Anyone who reads this blog on a regular basis knows that I am not shy about pointing out when cops have overstepped their bounds. I am not a cop basher, I just call em like I see em, bashing them when they screw up and I support them when they deserve to be supported. This is one of those times.
Whenever a cop does something stupid or controversial, he is placed on paid administrative leave pending investigation, and many people are quick to scream “paid vacation” and “cover up” because they feel that the cop is getting away with the act. The truth is actually quite different.
Since a cop is potentially going to be deprived of something (his job) by a government agency, he or she in entitled to the same rights and protections as an other person in this nation, and as many are quick to point out, cops are civilians the same as the rest of us, and need to be treated in the same way. This means that the government agency, his or her employer, cannot deprive him of his liberty or property without due process of law. When I studied for my degree in Public Safety Administration, we had to take classes on Administrative Law. I will excerpt some of my class materials/papers below, and attempt to explain:
The Fifth Amendment to the U. S, Constitution states “no person shall be deprived of life, liberty or property without due process of law.” Originally this amendment was construed to be applicable only to the federal government. Later, the Fourteenth Amendment was ratified to provide “nor shall any State deprive any person of life, liberty or property without due process of law.” The Fourteenth Amendment clearly applies to municipalities as well. City of Mobile v, Bouldin, 446 U.S. 55 (1950). Further, Section 1983 of Title 42 of the U.S. Code prohibits any person from depriving another of his or her civil rights under color of state law. Section 1983 covers municipal actions as well.
Here we are concerned about a public employee (cop) who is called by the employer to answer for some transgression and punished. The employee appeals, claiming that the public employer violated the employee’s rights by depriving him or her of property (in this instance, the job) without extending due process of law, and deprived the employee of liberty (in this instance, his or her good name in the community) without providing due process of law. A public employee with a constitutionally protected property interest in that employment must be afforded the process prior to termination. Cleveland Bd. Of Educ, v. Loudermill, 470 U.S. 532,105 S.Ct 148 (1985).

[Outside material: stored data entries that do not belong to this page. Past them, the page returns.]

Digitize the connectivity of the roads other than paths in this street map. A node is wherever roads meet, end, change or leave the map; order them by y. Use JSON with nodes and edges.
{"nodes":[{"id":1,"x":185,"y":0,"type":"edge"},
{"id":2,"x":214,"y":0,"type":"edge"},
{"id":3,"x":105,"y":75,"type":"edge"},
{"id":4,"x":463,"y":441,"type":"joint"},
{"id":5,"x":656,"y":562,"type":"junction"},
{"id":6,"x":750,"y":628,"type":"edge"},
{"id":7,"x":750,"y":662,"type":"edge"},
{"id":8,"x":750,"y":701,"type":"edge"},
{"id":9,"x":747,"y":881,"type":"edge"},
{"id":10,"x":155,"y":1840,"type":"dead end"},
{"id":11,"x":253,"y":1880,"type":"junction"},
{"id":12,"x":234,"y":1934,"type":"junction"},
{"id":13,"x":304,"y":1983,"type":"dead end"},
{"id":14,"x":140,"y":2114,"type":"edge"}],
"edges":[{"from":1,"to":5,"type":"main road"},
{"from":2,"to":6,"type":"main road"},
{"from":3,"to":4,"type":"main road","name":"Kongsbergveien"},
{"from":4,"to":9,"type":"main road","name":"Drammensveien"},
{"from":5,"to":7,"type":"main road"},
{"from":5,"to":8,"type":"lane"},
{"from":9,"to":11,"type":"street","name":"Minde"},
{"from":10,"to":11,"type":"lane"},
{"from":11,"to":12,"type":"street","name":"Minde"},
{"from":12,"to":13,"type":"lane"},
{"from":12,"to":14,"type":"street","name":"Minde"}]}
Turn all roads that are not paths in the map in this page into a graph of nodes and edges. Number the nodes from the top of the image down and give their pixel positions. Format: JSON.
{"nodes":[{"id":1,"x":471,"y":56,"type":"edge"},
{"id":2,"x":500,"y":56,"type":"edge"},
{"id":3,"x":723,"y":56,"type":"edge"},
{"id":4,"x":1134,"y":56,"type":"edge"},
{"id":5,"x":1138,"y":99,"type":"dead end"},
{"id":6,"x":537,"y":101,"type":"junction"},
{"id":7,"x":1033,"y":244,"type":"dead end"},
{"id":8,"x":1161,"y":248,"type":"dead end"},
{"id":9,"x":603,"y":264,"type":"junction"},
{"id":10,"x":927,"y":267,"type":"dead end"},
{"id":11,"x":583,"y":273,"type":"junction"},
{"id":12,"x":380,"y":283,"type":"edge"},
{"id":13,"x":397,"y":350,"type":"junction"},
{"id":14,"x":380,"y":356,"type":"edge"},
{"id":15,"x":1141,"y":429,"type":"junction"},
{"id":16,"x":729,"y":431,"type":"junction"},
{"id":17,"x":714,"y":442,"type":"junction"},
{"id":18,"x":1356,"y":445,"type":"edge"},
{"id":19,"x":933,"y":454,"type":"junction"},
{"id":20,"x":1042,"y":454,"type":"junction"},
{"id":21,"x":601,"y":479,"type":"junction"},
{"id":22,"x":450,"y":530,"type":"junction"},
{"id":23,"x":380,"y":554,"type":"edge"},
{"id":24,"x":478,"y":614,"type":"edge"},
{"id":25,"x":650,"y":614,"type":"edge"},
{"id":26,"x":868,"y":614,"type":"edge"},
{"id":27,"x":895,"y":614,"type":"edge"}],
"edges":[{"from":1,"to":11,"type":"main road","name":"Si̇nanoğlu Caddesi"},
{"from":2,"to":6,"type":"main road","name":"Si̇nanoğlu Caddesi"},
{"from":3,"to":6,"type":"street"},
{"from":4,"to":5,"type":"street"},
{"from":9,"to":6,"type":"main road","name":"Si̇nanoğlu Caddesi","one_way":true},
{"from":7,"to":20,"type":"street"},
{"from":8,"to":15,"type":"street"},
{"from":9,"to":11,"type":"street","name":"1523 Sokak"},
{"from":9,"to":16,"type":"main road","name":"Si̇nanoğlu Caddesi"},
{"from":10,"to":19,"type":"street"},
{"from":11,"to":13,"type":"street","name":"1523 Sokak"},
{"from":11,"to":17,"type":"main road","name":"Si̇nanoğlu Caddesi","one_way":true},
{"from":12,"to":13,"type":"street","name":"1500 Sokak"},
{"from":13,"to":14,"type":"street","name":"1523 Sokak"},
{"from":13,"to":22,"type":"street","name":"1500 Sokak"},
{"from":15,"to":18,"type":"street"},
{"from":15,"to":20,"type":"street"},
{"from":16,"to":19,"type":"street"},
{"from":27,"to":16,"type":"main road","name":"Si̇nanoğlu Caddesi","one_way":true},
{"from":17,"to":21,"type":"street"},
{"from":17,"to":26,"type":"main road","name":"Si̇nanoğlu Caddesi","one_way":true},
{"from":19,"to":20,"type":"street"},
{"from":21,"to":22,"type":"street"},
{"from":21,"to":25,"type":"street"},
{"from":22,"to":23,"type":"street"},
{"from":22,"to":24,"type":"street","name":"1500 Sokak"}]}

Two U.S. Supreme Court decisions address these questions: Board of Regents V. Roth, 408 U.S. 564 (1972); Perry v. Sinderman, 408 U.S. 593 (1972). The decisions in Roth and Sinderman involved tenured teachers who were fired and who subsequently claimed violation of due process as to their property and liberty rights. These decisions were applicable to all public employees, whether tenured or non-tenured. The court held that a public employee has a property interest protected by due process if he or she could show a “legitimate claim of entitlement” to the job – a contract, or tenure, or even oral or implied understandings – creating a reasonable expectation of continued employment.
A recent decision in the third circuit, Schmidt v. Creedon, F.3d (3rd Cir. 2011) (pdf) makes clear that absent extraordinary circumstances, prior to suspending a police officer for any reason, a police department must provide the officer with notice and a hearing. A good explanation can be found here.
So when you hear that a cop has been suspended pending investigation, it isn’t a Union that is protecting him, it is the same Constitution that protects everyone.